Sou de Sant’Ana do Livramento, morava na frente da Praça General Flores da Cunha, mais conhecida como Praça dos Cachorros porque ali existem dois galgos de granito, e estudava na esquina de casa, no Colégio Estadual Professor Chaves.
Jamais esquecerei minha querida professora do primeiro ano, Dona Teresinha Martins. Imagino que, à época, tivesse menos de 30 anos, uma bela mulher, altiva, doce, as pernas sólidas, morena. Ao terminar a aula, eu a acompanhava nas suas compras em Rivera. E ela seguia dando-me aulas, pois pedia que eu lesse os nomes das lojas e dos cartazes de propaganda ao longo da Calle Sarandi. Eram passeios memoráveis, eu toda feliz, de braços dados com minha professora.
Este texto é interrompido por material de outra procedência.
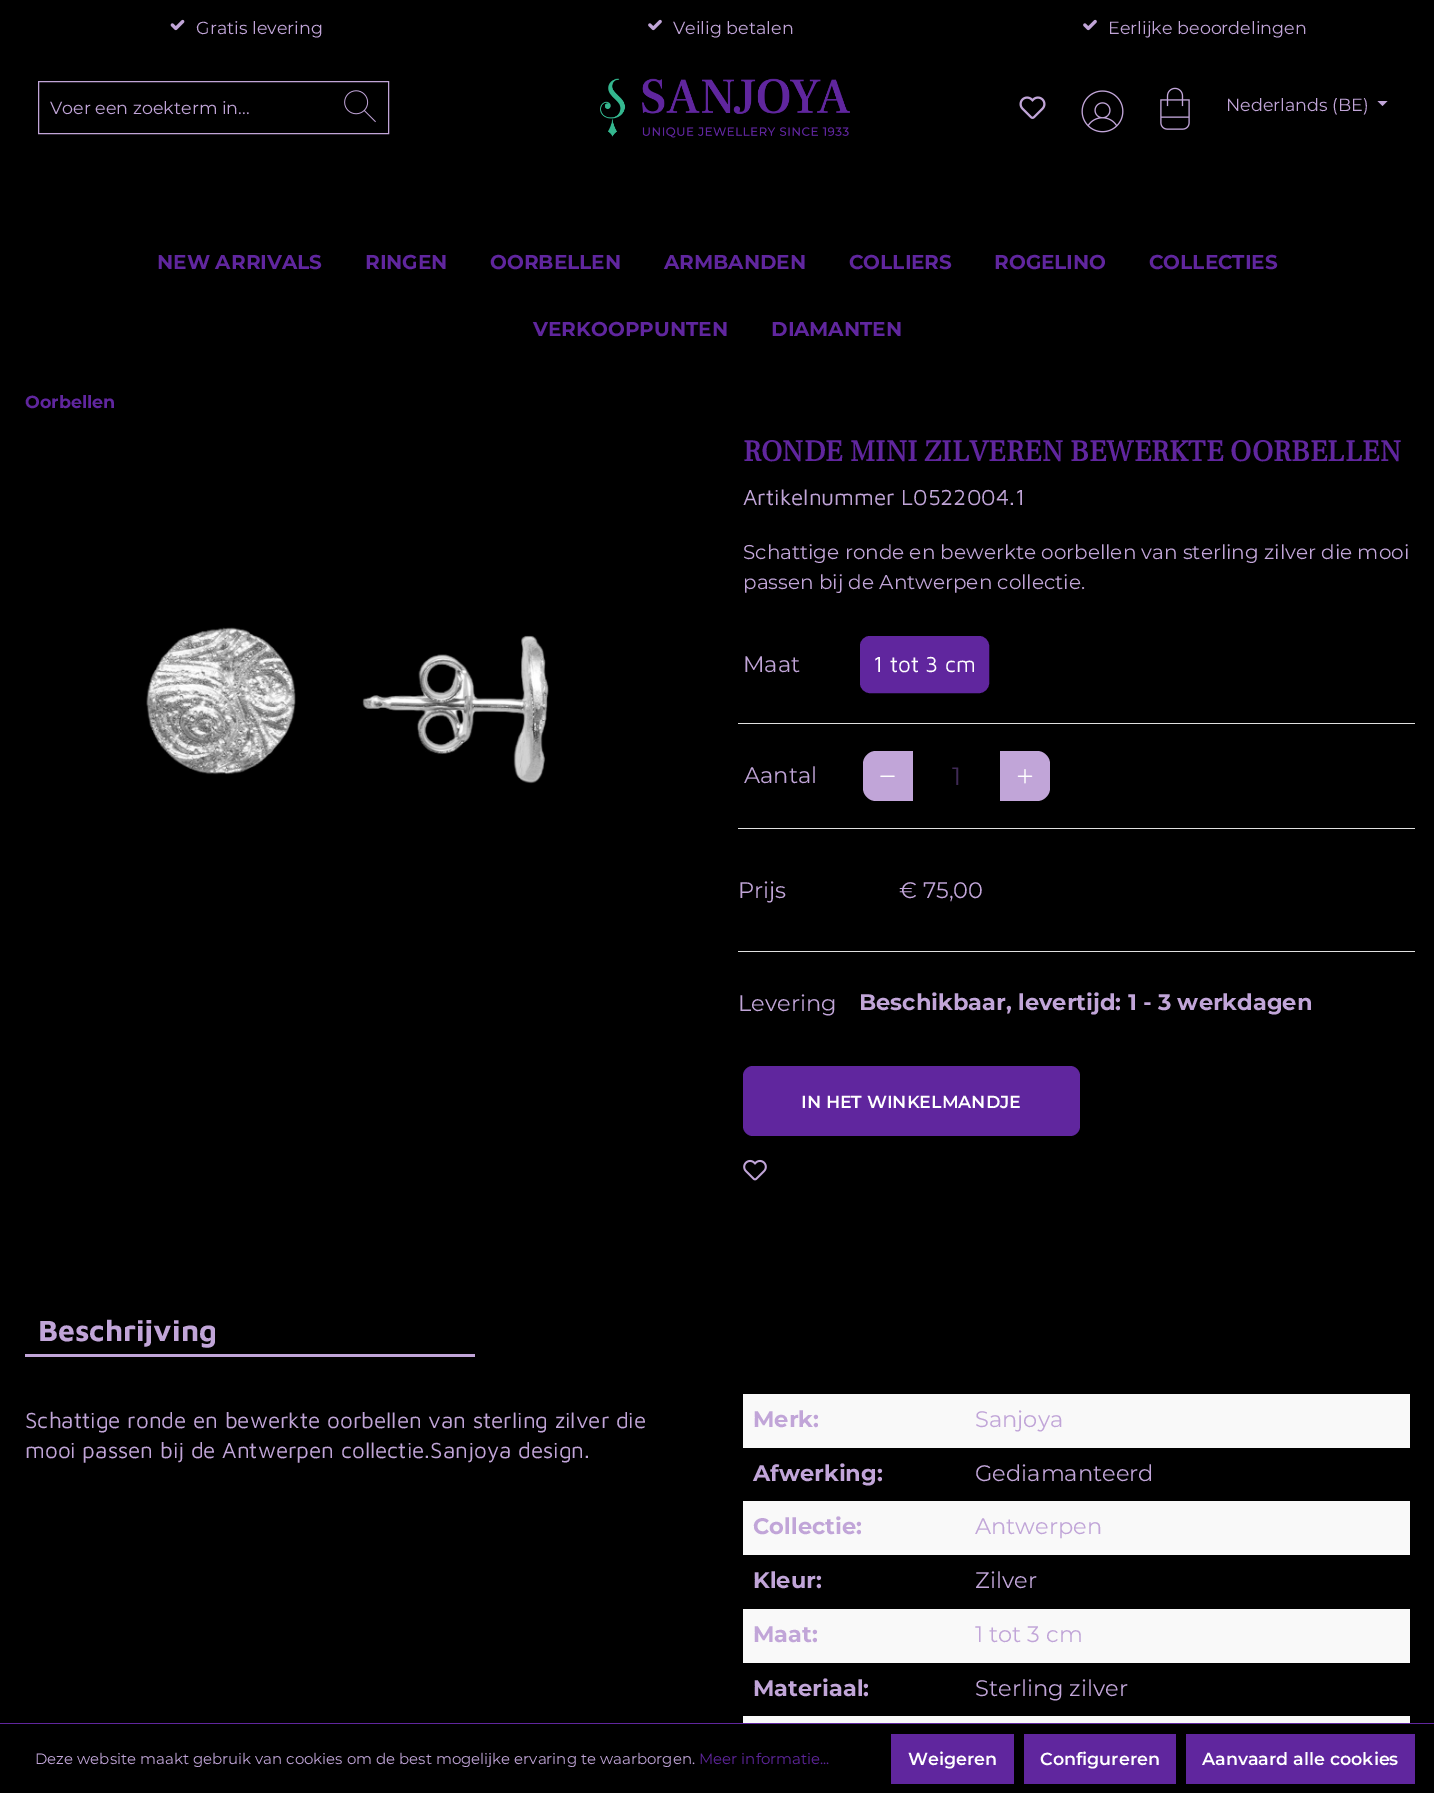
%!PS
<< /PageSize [1434 1793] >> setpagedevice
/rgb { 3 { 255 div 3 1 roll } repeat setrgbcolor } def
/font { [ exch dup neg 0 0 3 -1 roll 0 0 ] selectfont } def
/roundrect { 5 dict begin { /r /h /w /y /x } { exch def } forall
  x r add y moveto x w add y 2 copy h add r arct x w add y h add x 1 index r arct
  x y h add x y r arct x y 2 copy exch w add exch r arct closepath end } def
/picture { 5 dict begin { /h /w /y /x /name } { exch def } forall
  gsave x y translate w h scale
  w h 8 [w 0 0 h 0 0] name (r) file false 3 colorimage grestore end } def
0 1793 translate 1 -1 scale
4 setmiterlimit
0 0 0 rgb
0 0 1434 1793 rectfill
(img/1.rgb) 170 19 15 12 picture
(img/2.rgb) 648 19 14 12 picture
(img/2.rgb) 1083 19 14 12 picture
193 165 216 rgb
38.5 81.5 350 52 rectstroke
(img/3.rgb) 344 90 32 33 picture
(img/4.rgb) 600 78 250 60 picture
(img/5.rgb) 1019 96 27 23 picture
(img/6.rgb) 1081 90 43 43 picture
(img/7.rgb) 1160 87 30 43 picture
1377.5 101 moveto 1387.5 101 lineto 1382.5 106 lineto closepath fill
(img/8.rgb) 146 627 403 157 picture
96 38 158 rgb
861.5 637.5 126 54 8.5 roundrect gsave fill grestore
3 setlinewidth
stroke
224 224 224 rgb
738 723 677 1 rectfill
738 828 677 1 rectfill
193 165 216 rgb
876 751 moveto 913 751 lineto 913 801 lineto 876 801 lineto 869 801 863 795 863 788 curveto 863 764 lineto 863 757 869 751 876 751 curveto closepath fill
(img/9.rgb) 880 775 15 2 picture
1000 751 moveto 1037 751 lineto 1044 751 1050 757 1050 764 curveto 1050 788 lineto 1050 795 1044 801 1037 801 curveto 1000 801 lineto closepath fill
(img/10.rgb) 1017 769 16 15 picture
224 224 224 rgb
738 951 677 1 rectfill
96 38 158 rgb
743 1066 337 70 10 roundrect fill
(img/11.rgb) 743 1159 24 22 picture
[
  [25 1354 450 3 193 165 216]
  [743 1394 667 54 249 249 249]
  [743 1501 667 54 249 249 249]
  [743 1609 667 54 249 249 249]
  [743 1716 667 7 249 249 249]
  [0 1723 1434 1 96 38 158]
  [891 1734 123 50 96 38 158]
  [1024 1734 152 50 96 38 158]
  [1186 1734 229 50 96 38 158]
] { aload pop rgb rectfill } forall
/Montserrat-Regular 17.5 font
193 165 216 rgb
[
  [(Gratis levering) 196 34]
  [(Veilig betalen) 673 34]
  [(Eerlijke beoordelingen) 1108 34]
  [(Voer een zoekterm in...) 50 114]
  [(Nederlands \(BE\)) 1226 111]
] { aload pop moveto show } forall
/Montserrat-Bold 20 font
96 38 158 rgb
[
  [(NEW ARRIVALS) 157 269]
  [(RINGEN) 365 269]
  [(OORBELLEN) 490 269]
  [(ARMBANDEN) 664 269]
  [(COLLIERS) 849 269]
  [(ROGELINO) 994 269]
  [(COLLECTIES) 1149 269]
  [(VERKOOPPUNTEN) 533 336]
  [(DIAMANTEN) 771 336]
] { aload pop moveto show } forall
/Montserrat-Bold 17.5 font
25 408 moveto (Oorbellen) show
/FrankRuhlLibre-Bold 30 font
743 461 moveto (RONDE MINI ZILVEREN BEWERKTE OORBELLEN) show
/MavenPro-Regular 22.5 font
193 165 216 rgb
743 505 moveto (Artikelnummer L0522004.1) show
/Montserrat-Regular 20 font
743 559 moveto (Schattige ronde en bewerkte oorbellen van sterling zilver die mooi) show
743 589 moveto (passen bij de Antwerpen collectie.) show
/Montserrat-Regular 22.5 font
743 672 moveto (Maat) show
/MavenPro-Regular 22.5 font
255 255 255 rgb
873 672 moveto (1 tot 3 cm) show
/Montserrat-Regular 22.5 font
193 165 216 rgb
744 783 moveto (Aantal) show
/Montserrat-Regular 25 font
63 42 85 rgb
952 785 moveto (1) show
/Montserrat-Regular 22.5 font
193 165 216 rgb
[
  [(Prijs) 738 898]
  [(€ 75,00) 899 898]
  [(Levering) 738 1011]
] { aload pop moveto show } forall
/Montserrat-Bold 22.5 font
859 1010 moveto (Beschikbaar, levertijd: 1 - 3 werkdagen) show
/Montserrat-SemiBold 17.5 font
255 255 255 rgb
801 1108 moveto (IN HET WINKELMANDJE) show
/MavenPro-Bold 30 font
193 165 216 rgb
38 1341 moveto (Beschrijving) show
/MavenPro-Regular 22.5 font
25 1428 moveto (Schattige ronde en bewerkte oorbellen van sterling zilver die) show
25 1458 moveto (mooi passen bij de Antwerpen collectie.Sanjoya design.) show
/Montserrat-Bold 22.5 font
753 1427 moveto (Merk:) show
/Montserrat-Regular 22.5 font
975 1427 moveto (Sanjoya) show
/Montserrat-Bold 22.5 font
753 1481 moveto (Afwerking:) show
/Montserrat-Regular 22.5 font
975 1481 moveto (Gediamanteerd) show
/Montserrat-Bold 22.5 font
753 1534 moveto (Collectie:) show
/Montserrat-Regular 22.5 font
975 1534 moveto (Antwerpen) show
/Montserrat-Bold 22.5 font
753 1588 moveto (Kleur:) show
/Montserrat-Regular 22.5 font
975 1588 moveto (Zilver) show
/Montserrat-Bold 22.5 font
753 1642 moveto (Maat:) show
/Montserrat-Regular 22.5 font
975 1642 moveto (1 tot 3 cm) show
/Montserrat-Bold 22.5 font
753 1696 moveto (Materiaal:) show
/Montserrat-Regular 22.5 font
975 1696 moveto (Sterling zilver) show
/Montserrat-Regular 15 font
35 1764 moveto (Deze website maakt gebruik van cookies om de best mogelijke ervaring te waarborgen.) show
96 38 158 rgb
699 1764 moveto (Meer informatie...) show
/Montserrat-SemiBold 17.5 font
255 255 255 rgb
[
  [(Weigeren) 908 1765]
  [(Configureren) 1040 1765]
  [(Aanvaard alle cookies) 1202 1765]
] { aload pop moveto show } forall
showpage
Também fui muitas vezes, com minha mãe, visitar suas tias e tios, atravessando a cidade vizinha. Nessas ocasiões, passava por um jardim de infância e ficava encantada, olhando pela janela, vendo aqueles pequeninos, uniformizados, de avental branco e azul, com gravata de fita, desenhando, pintando, brincando, e mais de uma vez os vi examinando o que hoje percebo ser uma tela de algum pintor da Banda Oriental.
Anos depois fui à Espanha e vi, pela primeira vez, um museu sendo visitado por crianças, acompanhadas de sua professora. Deveriam ter seus sete, oito anos, todas sentados no chão, de olhos arregalados, vendo Velásquez, e tendo uma aula sobre a arte pictórica, sobre a época em que o pintor viveu etc.
Lembrei imediatamente da minha professora Teresinha, e pensei como teria sido bacana ter sido sua aluna numa cidade com um museu como o Prado.
Passados outros tantos anos, fui com Vitória, minha filha de três anos, para Barcelona, e a levei para conhecer os museus do Picasso e do Miró. Lembro bem da pequerrucha olhando as telas com figuras aparentemente bizarras do primeiro, e infantis do segundo,
sem estranhamento, encantada.
Inesquecível também a visita que fizemos ao Aquarium de Barcelona. Lembro dos olhos arregalados dela, vendo peixes de todos os tipos, cores e tamanhos, indo de um lado para o outro, sem se baterem, e ela perguntando Como é o nome desse azul?, E daquele vermelho?, E os tubarões, podem quebrar o vidro?, E se isso acontecer, o que acontece? – Mãe, que lindas as estrelas do mar, e os cavalos marinhos, e as plantas marinhas.
É mágico assistir o olhar deslumbrado das crianças descobrindo o mundo.
Considero mágico também ter o privilégio de envelhecer e, de forma entusiasmada, continuar buscando salvação por meio da arte – só ela e os afetos salvam, digo sempre, criando memórias que irão abastecer minha alma quando já não for possível trotamundear.